The second biggest change was when we shifted our calendar to have our corps come in earlier in the year, so that they could be with teachers during their Professional Development week at the start of the year.
When I served, we used to start in schools in October, so we’ve now made a shift to start our corps in the school before the students came, so that they at least had a couple of days to be adults in the building with adults [school staff and administration], and forge those relationships before you throw students into the mix.
In addition to that calendar change and having the corps present during the Professional Development Week, we also extended how long we were in the schools. So, without snow days interrupting the flow, we would be there to get students through finals.
What advice would you give if you could sit down with yourself before your corps year?
“That’s a difficult question because I wouldn’t change a thing with my corps year – I’m still in touch with so many people from my year, so I did effectively take advantage of that City Year network. I think some words of wisdom I would share with myself about being on staff might be; “change takes time, be patient.”

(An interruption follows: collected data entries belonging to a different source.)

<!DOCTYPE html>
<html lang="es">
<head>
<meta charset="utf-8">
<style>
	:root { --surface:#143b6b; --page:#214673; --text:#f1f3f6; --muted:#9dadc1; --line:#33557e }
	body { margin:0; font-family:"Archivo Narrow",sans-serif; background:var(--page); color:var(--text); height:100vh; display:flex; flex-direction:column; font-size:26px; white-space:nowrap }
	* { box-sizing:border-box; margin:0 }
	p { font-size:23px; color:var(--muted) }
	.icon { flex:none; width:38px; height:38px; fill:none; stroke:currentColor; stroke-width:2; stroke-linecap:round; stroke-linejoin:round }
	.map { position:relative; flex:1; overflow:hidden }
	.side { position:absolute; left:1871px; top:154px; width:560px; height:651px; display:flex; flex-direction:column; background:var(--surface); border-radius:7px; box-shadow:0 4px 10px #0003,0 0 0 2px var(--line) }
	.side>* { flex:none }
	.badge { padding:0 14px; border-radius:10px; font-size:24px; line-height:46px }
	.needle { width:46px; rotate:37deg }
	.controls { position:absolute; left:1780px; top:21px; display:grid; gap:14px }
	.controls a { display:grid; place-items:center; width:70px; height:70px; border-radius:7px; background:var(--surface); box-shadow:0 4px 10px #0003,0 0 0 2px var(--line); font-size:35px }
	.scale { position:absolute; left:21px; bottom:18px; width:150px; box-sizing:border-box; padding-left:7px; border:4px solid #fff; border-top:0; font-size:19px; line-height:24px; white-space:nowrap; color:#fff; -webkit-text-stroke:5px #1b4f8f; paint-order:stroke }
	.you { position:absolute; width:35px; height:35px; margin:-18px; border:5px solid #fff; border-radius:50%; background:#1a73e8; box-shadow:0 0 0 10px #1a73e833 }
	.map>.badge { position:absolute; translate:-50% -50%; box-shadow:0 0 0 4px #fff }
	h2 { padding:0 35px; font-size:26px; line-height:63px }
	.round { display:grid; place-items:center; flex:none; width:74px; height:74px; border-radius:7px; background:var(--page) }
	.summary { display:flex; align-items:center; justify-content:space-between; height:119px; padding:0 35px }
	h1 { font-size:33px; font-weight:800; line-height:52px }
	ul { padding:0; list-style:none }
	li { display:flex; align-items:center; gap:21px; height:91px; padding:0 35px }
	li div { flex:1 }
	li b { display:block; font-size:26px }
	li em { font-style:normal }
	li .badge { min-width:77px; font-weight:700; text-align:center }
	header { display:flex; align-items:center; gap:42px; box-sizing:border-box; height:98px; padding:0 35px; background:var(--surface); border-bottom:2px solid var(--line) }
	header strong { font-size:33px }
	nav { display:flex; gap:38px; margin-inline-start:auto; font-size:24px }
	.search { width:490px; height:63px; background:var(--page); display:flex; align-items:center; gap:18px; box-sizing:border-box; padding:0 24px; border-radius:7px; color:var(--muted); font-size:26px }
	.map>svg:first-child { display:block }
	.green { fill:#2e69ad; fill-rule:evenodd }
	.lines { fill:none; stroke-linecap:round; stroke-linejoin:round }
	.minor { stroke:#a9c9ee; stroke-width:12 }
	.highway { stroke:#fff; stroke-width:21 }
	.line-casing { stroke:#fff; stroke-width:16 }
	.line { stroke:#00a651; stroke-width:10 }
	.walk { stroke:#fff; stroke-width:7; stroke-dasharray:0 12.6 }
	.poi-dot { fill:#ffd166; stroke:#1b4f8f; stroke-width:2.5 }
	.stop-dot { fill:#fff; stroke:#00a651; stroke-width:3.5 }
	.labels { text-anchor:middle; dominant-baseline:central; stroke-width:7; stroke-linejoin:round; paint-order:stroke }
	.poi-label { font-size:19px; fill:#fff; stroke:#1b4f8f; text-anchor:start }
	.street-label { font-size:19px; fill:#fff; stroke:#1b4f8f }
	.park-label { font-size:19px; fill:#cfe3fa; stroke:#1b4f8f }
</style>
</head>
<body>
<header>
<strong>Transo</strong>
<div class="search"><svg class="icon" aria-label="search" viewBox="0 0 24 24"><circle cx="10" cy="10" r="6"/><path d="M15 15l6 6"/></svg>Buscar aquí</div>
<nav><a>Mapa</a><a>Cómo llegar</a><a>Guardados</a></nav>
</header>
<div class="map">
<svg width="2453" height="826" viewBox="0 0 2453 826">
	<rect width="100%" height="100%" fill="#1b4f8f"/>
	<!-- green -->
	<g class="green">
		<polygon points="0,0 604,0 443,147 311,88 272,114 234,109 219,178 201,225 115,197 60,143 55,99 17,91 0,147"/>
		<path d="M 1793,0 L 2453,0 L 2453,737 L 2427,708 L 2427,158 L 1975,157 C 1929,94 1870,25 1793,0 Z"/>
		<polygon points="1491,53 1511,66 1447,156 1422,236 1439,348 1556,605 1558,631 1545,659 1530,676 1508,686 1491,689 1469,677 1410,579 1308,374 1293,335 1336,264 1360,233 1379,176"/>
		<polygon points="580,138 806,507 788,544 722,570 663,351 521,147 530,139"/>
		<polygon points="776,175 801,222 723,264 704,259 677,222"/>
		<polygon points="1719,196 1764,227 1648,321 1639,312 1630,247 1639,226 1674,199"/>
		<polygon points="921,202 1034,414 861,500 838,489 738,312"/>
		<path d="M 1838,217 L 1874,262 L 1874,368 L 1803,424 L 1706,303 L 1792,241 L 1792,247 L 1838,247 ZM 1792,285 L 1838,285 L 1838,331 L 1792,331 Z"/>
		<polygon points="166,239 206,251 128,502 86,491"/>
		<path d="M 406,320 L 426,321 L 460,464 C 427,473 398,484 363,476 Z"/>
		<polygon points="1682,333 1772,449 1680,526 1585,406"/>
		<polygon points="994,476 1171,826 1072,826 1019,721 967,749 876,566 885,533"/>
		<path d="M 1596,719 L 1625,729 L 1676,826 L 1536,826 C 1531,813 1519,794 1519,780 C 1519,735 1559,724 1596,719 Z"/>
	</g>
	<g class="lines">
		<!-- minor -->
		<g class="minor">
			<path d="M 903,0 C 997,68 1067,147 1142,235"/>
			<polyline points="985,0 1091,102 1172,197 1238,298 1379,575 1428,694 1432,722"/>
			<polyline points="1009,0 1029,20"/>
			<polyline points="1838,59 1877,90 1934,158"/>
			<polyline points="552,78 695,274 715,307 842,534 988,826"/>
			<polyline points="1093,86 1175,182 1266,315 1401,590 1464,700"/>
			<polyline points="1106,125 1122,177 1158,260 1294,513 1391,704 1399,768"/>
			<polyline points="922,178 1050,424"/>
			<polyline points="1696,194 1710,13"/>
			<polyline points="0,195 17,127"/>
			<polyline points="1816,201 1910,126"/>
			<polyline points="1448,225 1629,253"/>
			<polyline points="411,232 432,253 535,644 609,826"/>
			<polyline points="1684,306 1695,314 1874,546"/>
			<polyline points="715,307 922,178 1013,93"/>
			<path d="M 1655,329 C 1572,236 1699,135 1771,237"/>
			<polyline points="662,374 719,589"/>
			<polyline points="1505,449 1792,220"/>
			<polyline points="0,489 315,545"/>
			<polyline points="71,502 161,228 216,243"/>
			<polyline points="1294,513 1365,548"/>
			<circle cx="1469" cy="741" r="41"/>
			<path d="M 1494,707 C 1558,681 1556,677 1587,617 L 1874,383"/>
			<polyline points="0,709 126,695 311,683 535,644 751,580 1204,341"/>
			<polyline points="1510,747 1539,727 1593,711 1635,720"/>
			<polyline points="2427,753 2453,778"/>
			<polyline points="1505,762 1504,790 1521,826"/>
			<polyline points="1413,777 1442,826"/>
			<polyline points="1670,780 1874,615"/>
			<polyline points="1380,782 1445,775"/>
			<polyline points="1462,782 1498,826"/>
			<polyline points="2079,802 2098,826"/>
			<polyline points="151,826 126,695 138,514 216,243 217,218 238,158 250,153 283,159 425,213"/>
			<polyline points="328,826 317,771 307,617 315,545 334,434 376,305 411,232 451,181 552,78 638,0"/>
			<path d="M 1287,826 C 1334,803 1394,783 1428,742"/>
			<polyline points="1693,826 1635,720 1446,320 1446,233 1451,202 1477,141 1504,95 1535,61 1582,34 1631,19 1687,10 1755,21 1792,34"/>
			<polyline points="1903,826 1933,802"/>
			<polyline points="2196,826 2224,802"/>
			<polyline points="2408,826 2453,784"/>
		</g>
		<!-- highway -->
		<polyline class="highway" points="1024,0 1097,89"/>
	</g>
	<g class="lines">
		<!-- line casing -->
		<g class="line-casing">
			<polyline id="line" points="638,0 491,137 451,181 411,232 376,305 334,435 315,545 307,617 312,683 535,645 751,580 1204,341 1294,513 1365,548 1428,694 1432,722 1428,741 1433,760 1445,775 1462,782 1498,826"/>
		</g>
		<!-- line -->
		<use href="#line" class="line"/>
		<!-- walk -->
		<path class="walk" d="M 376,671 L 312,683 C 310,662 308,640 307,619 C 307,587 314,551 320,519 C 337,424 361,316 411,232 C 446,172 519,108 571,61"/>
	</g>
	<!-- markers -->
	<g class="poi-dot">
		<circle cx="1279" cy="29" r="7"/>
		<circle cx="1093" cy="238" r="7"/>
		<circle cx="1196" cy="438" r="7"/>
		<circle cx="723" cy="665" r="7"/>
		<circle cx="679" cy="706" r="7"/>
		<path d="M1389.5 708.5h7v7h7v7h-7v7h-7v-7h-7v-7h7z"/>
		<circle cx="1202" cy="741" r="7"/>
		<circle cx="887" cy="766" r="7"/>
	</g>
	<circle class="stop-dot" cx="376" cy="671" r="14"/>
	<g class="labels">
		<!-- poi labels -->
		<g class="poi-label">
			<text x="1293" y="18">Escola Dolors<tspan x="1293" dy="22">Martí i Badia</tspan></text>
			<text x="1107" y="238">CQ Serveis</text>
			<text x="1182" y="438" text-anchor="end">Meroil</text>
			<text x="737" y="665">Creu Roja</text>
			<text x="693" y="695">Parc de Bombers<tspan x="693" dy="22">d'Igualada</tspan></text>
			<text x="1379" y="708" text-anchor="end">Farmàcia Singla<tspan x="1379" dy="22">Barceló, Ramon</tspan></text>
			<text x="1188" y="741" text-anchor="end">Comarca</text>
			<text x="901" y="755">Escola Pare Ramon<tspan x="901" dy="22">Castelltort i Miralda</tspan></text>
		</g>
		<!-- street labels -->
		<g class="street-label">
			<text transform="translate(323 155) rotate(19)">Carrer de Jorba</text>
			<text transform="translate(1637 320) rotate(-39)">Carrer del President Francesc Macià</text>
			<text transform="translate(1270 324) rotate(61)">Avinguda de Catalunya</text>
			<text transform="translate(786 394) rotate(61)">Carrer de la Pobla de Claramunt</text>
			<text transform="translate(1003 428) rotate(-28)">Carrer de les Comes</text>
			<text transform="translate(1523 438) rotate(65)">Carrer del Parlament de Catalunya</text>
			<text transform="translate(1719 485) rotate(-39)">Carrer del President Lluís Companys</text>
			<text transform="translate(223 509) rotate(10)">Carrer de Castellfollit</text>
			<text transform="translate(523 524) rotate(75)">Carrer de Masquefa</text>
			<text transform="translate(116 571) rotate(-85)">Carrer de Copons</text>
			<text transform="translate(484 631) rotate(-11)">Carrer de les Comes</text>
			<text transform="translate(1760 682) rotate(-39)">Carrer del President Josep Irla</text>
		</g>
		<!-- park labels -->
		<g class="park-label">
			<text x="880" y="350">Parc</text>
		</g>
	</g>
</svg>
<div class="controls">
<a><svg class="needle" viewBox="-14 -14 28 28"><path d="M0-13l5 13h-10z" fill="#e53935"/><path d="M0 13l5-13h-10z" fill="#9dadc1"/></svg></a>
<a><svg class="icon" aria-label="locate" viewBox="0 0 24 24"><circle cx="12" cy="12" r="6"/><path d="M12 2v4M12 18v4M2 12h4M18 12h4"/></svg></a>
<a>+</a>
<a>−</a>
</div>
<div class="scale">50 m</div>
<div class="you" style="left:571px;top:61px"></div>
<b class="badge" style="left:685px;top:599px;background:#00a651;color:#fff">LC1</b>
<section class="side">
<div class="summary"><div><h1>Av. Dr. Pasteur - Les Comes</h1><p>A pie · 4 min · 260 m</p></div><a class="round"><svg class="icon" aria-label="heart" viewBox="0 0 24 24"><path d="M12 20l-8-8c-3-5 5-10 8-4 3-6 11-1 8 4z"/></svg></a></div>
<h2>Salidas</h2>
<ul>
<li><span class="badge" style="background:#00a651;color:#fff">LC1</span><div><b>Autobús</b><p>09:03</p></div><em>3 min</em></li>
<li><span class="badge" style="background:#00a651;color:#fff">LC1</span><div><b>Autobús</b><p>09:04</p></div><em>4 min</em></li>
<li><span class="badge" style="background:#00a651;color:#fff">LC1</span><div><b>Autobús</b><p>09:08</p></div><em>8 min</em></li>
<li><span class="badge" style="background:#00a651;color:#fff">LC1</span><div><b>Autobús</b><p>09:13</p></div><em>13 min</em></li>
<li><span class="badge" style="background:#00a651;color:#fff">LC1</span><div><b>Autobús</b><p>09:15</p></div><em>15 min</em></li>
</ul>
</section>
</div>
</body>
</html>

I’m really excited to have been a part of the change that I wanted to see on staff.”
What does it mean to you to continue serving Chicago?
“I am very proud and honored and glad that I have been able to do this work, and do it here. Being a product of this system, I know how important the relationships are that corps members get to have with students. No matter how challenging, City Year just brings something different into a student’s life, and the way in which we look to collaborate and support teachers and administrators – they need that support. And to know that I’m a part of this is huge.”
If you had a super power or ability, what would it be?
“I think that whole thought process of ‘I wish I could be a fly on the wall’ is interesting, so I think I’d like to be invisible.”